Ray Cluster Launcher on GCE 'ray: command not found'

I am having issues setting up a cluster on GCE. Using
ray up cluster.yaml

I received the following error:

[7/7] Starting the Ray runtime
bash: ray: command not found

Here is cluster.yaml file:

cluster_name: ray-expr

max_workers: 0 
provider:
   type: gcp
   region: us-west1
   availability_zone: us-west1-b
   project_id: hs-deep-lab-donoho # Globally unique project id

auth:
   ssh_user: ubuntu
setup_commands:
  - pip3 install update pip
  - pip3 install ray[all]

@zhz @richardliaw, it would be great if you can take a look at this.
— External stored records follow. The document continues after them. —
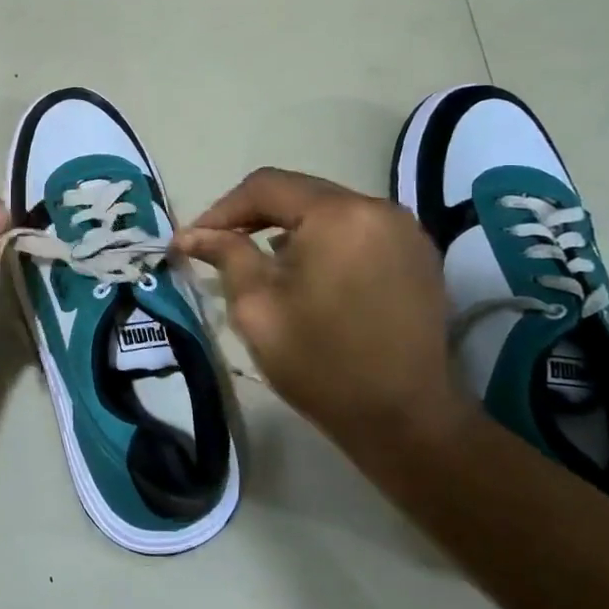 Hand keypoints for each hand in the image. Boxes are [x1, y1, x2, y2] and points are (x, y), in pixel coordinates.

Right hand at [174, 167, 463, 460]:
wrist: (406, 422)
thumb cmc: (322, 363)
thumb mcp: (257, 306)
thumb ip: (226, 255)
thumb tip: (191, 235)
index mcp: (339, 214)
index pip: (266, 187)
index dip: (222, 210)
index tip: (192, 241)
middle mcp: (379, 209)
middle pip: (300, 194)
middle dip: (253, 217)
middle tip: (218, 247)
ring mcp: (405, 232)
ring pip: (327, 212)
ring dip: (288, 230)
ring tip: (258, 263)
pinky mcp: (417, 257)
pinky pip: (356, 231)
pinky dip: (322, 243)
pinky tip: (305, 275)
cc @Dmitri Can you also take a look at it?

Looks like the bin directory containing Ray didn’t wind up on the head node’s PATH variable.
You can take a look at the setup commands here
as a reference.
The example configs in that directory should be generally helpful.

Yeah, I suspect ray is installed under pip3 and not detected as part of the python path. @Dmitri 's suggestion sounds good - please let us know if you run into more problems!
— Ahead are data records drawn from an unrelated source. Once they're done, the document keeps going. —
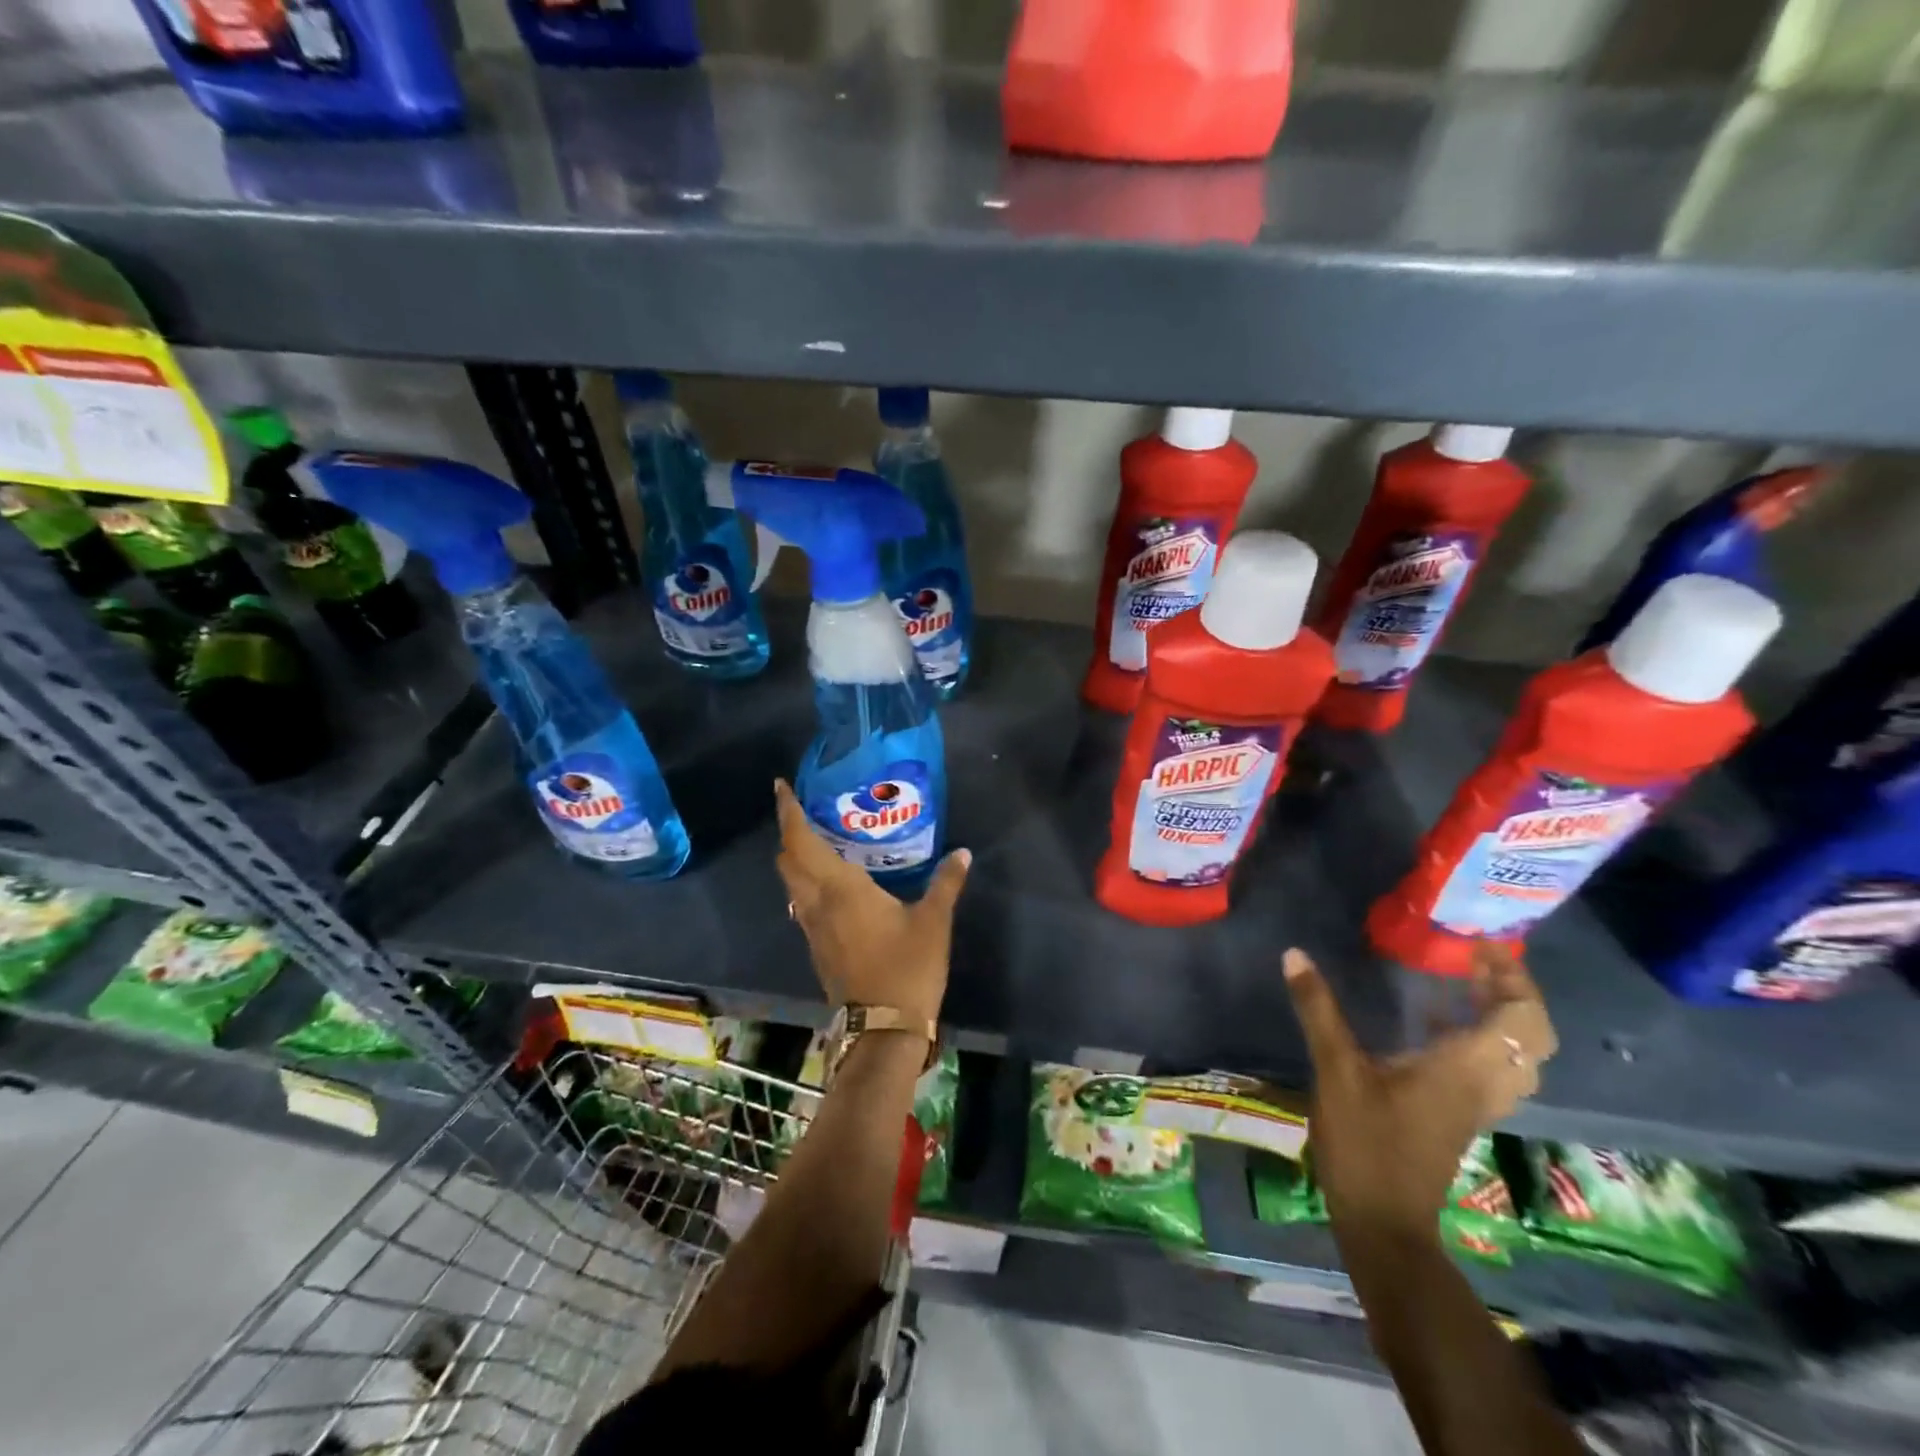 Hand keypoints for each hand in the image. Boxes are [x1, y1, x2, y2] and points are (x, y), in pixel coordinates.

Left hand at [773, 779, 970, 1025]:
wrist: (884, 1029)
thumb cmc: (907, 967)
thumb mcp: (933, 921)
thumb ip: (946, 882)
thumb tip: (962, 853)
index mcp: (839, 888)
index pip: (800, 842)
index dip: (788, 813)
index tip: (781, 787)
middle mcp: (816, 904)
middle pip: (788, 861)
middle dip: (790, 832)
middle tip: (807, 810)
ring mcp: (813, 929)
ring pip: (792, 884)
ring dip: (796, 859)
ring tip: (819, 840)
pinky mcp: (818, 948)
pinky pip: (802, 903)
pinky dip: (807, 882)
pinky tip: (832, 883)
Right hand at [1283, 941, 1556, 1245]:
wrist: (1385, 1223)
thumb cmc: (1366, 1144)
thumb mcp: (1336, 1071)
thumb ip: (1319, 1010)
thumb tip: (1294, 955)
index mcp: (1466, 1068)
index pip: (1521, 1019)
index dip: (1511, 977)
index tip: (1477, 945)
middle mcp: (1484, 1084)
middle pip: (1531, 1036)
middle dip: (1511, 991)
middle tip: (1472, 959)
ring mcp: (1476, 1103)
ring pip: (1517, 1054)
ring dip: (1500, 1014)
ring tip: (1461, 980)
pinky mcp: (1460, 1115)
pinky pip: (1492, 1066)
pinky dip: (1480, 1036)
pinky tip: (1434, 1021)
Using example-minimal.yaml resulted in the following error:

[6/7] Running setup commands
    (0/3) wget https://repo.anaconda.com...
--2021-03-03 20:27:49--  https://repo.anaconda.com/miniconda/Miniconda3-latest-Linux-x86_64.sh
Resolving repo.anaconda.com (repo.anaconda.com)... 104.16.131.3, 104.16.130.3, 2606:4700::6810:8303, ...
Connecting to repo.anaconda.com (repo.anaconda.com)|104.16.131.3|:443... connected.
HTTP request sent, awaiting response... 200 OK
Length: 94235922 (90M) [application/x-sh]
Saving to: ‘/home/ubuntu/anaconda3.sh’

/home/ubuntu/anaconda3.sh 100%[===================================>]  89.87M   163MB/s    in 0.6s    

2021-03-03 20:27:50 (163 MB/s) - ‘/home/ubuntu/anaconda3.sh’ saved [94235922/94235922]
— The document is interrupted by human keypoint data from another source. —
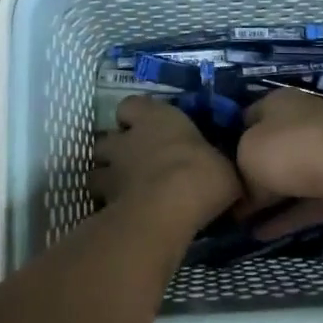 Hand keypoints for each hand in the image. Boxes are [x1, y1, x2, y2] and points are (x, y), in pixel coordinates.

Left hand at [91, 96, 241, 231]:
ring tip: (125, 192)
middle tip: (134, 165)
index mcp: (157, 118)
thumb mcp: (225, 166)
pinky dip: (109, 208)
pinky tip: (125, 217)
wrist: (170, 207)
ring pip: (96, 171)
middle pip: (107, 139)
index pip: (131, 105)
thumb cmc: (203, 173)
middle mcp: (128, 139)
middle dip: (115, 151)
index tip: (145, 128)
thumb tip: (226, 173)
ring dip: (107, 179)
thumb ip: (217, 165)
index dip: (134, 116)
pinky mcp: (105, 202)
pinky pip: (100, 202)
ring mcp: (112, 171)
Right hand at [236, 89, 322, 240]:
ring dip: (267, 200)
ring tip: (237, 223)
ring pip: (288, 178)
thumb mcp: (247, 153)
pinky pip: (305, 203)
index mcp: (281, 102)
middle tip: (224, 199)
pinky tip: (260, 236)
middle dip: (248, 173)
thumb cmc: (292, 151)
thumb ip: (239, 169)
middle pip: (269, 149)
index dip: (228, 139)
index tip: (213, 166)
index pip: (247, 117)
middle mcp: (304, 123)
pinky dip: (285, 218)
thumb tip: (244, 190) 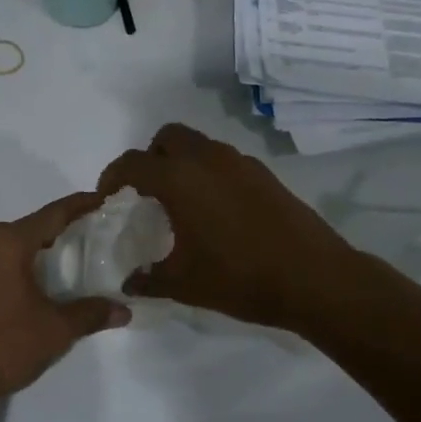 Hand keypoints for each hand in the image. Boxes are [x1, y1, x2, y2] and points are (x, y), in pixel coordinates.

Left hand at [0, 193, 130, 416]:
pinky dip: (13, 266)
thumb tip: (124, 310)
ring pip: (7, 246)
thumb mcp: (56, 330)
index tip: (101, 199)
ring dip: (34, 250)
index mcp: (7, 242)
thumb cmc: (4, 345)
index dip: (80, 206)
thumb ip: (90, 313)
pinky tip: (29, 285)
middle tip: (89, 238)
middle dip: (59, 231)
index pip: (52, 214)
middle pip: (29, 227)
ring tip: (63, 262)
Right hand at [97, 124, 355, 330]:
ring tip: (180, 204)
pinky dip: (208, 174)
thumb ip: (148, 279)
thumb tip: (129, 282)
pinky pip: (223, 161)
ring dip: (181, 164)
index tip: (107, 198)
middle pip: (167, 137)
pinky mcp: (264, 175)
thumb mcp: (183, 284)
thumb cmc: (239, 278)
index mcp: (179, 179)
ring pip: (199, 145)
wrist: (313, 278)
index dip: (112, 177)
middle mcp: (207, 159)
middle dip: (150, 158)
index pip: (132, 163)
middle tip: (146, 193)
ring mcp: (240, 163)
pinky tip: (214, 212) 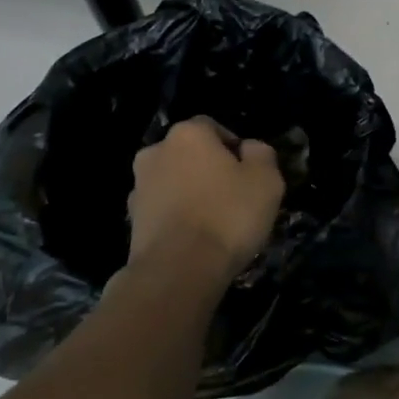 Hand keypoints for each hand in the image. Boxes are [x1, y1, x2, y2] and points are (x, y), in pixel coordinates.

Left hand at [127, 116, 284, 285]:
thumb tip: (249, 149)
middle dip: (209, 170)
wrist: (177, 271)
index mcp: (188, 134)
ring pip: (174, 182)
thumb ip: (261, 154)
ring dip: (191, 193)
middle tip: (234, 197)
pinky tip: (195, 239)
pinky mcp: (132, 220)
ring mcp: (139, 186)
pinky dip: (177, 217)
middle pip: (190, 154)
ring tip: (214, 223)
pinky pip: (163, 209)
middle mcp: (156, 151)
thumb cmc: (227, 216)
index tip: (249, 174)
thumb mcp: (266, 180)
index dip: (234, 148)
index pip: (214, 128)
ERROR: File or directory already exists: '/home/ubuntu/anaconda3'
If you want to update an existing installation, use the -u option.
Shared connection to 35.230.97.102 closed.
    (1/3) pip install -U https://s3-us-w...
ERROR: ray-2.0.0.dev0-cp37-cp37m-manylinux2014_x86_64.whl is not a supported wheel on this platform.
Shared connection to 35.230.97.102 closed.
2021-03-03 12:27:52,026	INFO node_provider.py:20 -- wait_for_compute_zone_operation: Waiting for operation operation-1614803271323-5bca7af5e9025-0d484c4e-85262e0b to finish...
2021-03-03 12:27:57,651	INFO node_provider.py:32 -- wait_for_compute_zone_operation: Operation operation-1614803271323-5bca7af5e9025-0d484c4e-85262e0b finished.
  New status: update-failed
  !!!
  SSH command failed.
  !!!
  
  Failed to setup head node.
zsh: exit 1     ray up example-minimal.yaml -y

(the second error is the critical one)

ray up example-full.yaml worked!

1 Like

The issue with example-minimal is resolved in master as of

Glad things worked with example-full!